The function 'getWords' is doing a lot of distinct actions that could be split out into other functions. There's a good chance that by splitting it up into it's individual parts, you would have found the bug yourself.
From the basic structure, I think you could split the code into (at least):
getNextWord: Return the next (non blank) word from the stream (returns false if none left)
clean_entry: What you have now
getNextCleanWord: Calls getNextWord, and if 'true' calls CleanWord. Returns 'false' if no words left.
The signatures of 'getNextWord' and 'getNextCleanWord' might look something like:
bool getNextWord (std::ifstream & input, std::string & str);
bool getNextCleanWord (std::ifstream & input, std::string & str);
The idea is that each function does a smaller more distinct part of the problem. For example, 'getNextWord' does nothing but get the next non blank word (if there is one). This smaller piece therefore becomes an easier part of the problem to solve and debug if necessary.
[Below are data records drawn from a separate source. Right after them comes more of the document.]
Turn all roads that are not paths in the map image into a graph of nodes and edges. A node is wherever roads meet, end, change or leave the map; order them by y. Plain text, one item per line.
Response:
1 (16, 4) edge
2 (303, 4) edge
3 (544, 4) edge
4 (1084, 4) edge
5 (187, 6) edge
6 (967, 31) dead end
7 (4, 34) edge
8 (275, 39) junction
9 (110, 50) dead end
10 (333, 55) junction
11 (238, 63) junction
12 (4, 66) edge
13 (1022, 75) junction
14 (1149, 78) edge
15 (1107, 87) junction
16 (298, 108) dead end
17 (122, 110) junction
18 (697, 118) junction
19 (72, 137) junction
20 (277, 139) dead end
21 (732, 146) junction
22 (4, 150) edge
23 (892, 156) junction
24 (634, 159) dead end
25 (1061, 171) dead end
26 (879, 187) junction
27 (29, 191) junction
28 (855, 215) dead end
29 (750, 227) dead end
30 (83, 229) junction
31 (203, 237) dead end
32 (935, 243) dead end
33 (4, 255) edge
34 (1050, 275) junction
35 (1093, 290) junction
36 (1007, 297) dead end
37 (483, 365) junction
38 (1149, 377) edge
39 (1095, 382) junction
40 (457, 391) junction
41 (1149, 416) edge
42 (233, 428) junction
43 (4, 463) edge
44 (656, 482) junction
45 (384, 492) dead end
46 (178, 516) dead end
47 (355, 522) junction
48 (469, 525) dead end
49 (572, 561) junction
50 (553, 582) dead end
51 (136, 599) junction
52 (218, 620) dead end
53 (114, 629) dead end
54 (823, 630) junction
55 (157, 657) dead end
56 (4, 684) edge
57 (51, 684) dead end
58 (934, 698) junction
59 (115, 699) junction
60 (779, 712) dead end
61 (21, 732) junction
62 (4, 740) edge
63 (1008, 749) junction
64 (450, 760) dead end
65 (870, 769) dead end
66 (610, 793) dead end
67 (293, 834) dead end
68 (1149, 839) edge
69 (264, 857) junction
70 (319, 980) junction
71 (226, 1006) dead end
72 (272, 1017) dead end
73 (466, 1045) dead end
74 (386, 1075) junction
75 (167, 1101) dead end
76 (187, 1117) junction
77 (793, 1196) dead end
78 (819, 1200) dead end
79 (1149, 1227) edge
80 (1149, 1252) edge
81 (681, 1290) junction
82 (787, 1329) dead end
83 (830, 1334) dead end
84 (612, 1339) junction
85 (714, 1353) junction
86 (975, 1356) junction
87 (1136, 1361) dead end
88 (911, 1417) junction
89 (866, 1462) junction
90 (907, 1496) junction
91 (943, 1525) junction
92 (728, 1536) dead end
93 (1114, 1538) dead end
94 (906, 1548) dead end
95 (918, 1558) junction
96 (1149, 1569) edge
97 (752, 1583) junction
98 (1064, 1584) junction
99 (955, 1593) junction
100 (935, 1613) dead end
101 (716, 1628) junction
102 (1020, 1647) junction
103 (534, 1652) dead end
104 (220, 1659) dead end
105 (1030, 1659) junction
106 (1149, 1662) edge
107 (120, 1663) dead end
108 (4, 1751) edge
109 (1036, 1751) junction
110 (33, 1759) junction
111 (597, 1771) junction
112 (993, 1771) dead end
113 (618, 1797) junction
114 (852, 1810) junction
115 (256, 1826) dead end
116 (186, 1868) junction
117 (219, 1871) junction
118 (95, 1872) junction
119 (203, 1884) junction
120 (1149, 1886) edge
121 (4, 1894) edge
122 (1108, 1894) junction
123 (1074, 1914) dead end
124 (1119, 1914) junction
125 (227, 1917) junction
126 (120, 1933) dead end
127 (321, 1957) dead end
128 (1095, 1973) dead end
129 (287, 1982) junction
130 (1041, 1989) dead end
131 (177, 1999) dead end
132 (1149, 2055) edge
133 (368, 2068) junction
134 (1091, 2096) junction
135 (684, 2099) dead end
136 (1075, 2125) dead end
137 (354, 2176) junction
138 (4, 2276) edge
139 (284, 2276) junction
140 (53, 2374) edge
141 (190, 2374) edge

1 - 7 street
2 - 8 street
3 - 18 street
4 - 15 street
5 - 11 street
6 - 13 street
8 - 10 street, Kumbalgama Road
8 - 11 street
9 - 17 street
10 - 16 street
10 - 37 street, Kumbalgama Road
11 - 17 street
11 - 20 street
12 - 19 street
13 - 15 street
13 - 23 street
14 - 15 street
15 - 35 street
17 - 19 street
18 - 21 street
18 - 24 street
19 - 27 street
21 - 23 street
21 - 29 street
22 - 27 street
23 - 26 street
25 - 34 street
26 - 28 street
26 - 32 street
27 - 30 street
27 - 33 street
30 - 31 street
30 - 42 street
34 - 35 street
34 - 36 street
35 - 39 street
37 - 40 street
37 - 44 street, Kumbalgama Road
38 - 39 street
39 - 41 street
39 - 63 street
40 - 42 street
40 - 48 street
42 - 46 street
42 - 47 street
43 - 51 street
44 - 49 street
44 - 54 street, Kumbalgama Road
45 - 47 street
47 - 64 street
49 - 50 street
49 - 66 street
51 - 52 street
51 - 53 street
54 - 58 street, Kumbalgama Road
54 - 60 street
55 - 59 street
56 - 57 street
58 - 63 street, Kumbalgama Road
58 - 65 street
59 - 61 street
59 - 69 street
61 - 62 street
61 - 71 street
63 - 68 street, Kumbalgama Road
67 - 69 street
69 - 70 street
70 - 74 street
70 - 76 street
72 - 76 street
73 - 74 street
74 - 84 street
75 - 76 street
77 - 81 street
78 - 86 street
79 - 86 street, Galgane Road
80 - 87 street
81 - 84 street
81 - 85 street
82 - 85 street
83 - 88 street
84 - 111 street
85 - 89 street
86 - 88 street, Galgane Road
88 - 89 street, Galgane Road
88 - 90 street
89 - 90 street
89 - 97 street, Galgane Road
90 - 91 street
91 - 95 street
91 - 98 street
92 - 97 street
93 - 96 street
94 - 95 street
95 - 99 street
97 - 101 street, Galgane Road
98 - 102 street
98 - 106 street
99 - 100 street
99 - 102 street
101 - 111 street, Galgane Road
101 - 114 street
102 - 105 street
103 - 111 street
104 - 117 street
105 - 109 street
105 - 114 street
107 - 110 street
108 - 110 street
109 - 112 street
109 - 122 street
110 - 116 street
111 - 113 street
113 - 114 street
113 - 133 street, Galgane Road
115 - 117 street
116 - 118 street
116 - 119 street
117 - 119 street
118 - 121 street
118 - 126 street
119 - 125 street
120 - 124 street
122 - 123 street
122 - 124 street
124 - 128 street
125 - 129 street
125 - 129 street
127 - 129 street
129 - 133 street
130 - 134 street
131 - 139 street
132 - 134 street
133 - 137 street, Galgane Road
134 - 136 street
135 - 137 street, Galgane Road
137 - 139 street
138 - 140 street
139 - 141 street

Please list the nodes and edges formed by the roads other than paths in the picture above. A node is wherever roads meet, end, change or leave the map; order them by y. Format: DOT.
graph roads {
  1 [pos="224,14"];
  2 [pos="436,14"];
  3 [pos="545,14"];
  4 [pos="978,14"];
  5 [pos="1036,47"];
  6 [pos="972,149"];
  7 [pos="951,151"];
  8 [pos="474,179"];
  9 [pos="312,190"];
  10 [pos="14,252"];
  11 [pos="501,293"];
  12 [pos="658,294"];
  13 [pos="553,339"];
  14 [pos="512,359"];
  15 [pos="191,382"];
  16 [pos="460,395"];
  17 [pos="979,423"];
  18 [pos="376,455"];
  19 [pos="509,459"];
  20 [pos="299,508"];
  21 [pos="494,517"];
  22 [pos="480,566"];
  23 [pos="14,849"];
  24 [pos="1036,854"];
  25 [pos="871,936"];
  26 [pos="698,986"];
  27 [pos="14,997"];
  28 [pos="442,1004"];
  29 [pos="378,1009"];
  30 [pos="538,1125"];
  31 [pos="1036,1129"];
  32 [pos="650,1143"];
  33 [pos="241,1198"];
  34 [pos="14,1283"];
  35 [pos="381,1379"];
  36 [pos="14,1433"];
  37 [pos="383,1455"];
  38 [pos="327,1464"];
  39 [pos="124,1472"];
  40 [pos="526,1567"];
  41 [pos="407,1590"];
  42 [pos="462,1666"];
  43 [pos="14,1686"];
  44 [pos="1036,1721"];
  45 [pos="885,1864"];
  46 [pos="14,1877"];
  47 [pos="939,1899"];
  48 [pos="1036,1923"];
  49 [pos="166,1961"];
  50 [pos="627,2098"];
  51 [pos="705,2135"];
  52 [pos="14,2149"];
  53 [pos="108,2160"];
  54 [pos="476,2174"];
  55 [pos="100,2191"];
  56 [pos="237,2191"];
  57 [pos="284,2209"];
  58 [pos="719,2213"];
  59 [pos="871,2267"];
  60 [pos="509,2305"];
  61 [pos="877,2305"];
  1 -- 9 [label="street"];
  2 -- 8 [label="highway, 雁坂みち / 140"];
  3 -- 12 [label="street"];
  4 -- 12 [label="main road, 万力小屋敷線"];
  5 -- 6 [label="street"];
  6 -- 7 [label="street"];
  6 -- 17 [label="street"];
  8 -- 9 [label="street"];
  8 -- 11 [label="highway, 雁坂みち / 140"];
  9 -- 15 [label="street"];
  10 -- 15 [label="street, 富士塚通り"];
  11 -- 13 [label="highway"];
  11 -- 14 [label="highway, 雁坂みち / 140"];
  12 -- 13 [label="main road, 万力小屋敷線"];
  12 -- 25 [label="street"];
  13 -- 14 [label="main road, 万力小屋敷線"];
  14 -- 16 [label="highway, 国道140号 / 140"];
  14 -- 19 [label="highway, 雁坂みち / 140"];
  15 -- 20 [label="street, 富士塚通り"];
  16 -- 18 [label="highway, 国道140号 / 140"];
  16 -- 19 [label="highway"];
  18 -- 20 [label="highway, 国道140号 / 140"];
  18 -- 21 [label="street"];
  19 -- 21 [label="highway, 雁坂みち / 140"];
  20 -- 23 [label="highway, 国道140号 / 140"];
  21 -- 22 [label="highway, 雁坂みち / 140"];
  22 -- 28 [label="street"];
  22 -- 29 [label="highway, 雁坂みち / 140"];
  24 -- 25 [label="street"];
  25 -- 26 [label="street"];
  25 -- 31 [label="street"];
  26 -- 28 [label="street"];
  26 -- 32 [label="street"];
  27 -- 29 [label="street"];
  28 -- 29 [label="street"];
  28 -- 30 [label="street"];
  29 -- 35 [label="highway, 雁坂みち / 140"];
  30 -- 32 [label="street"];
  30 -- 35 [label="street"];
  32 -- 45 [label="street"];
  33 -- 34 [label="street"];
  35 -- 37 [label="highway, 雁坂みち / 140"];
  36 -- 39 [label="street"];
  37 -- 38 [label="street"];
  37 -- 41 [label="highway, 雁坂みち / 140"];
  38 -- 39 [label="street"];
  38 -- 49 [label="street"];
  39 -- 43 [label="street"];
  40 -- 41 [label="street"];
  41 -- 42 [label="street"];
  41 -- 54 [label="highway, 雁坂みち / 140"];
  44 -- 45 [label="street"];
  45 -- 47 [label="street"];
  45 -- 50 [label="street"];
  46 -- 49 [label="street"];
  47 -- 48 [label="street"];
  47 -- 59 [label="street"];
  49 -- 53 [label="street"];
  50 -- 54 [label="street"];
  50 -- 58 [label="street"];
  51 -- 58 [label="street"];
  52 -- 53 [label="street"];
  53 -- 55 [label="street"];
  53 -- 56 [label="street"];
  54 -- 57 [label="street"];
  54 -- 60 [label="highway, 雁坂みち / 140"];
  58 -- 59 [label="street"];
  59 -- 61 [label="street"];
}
The main component of 'getWords' then can be simplified down to:
std::string nextCleanWord;
while (getNextCleanWord (input, nextCleanWord))
{
++map[nextCleanWord];
}
An important aspect to development, IMHO, is to try to Divide and Conquer the problem. Split it up into the individual tasks that need to take place. These sub-tasks will be easier to complete and should also be easier to maintain.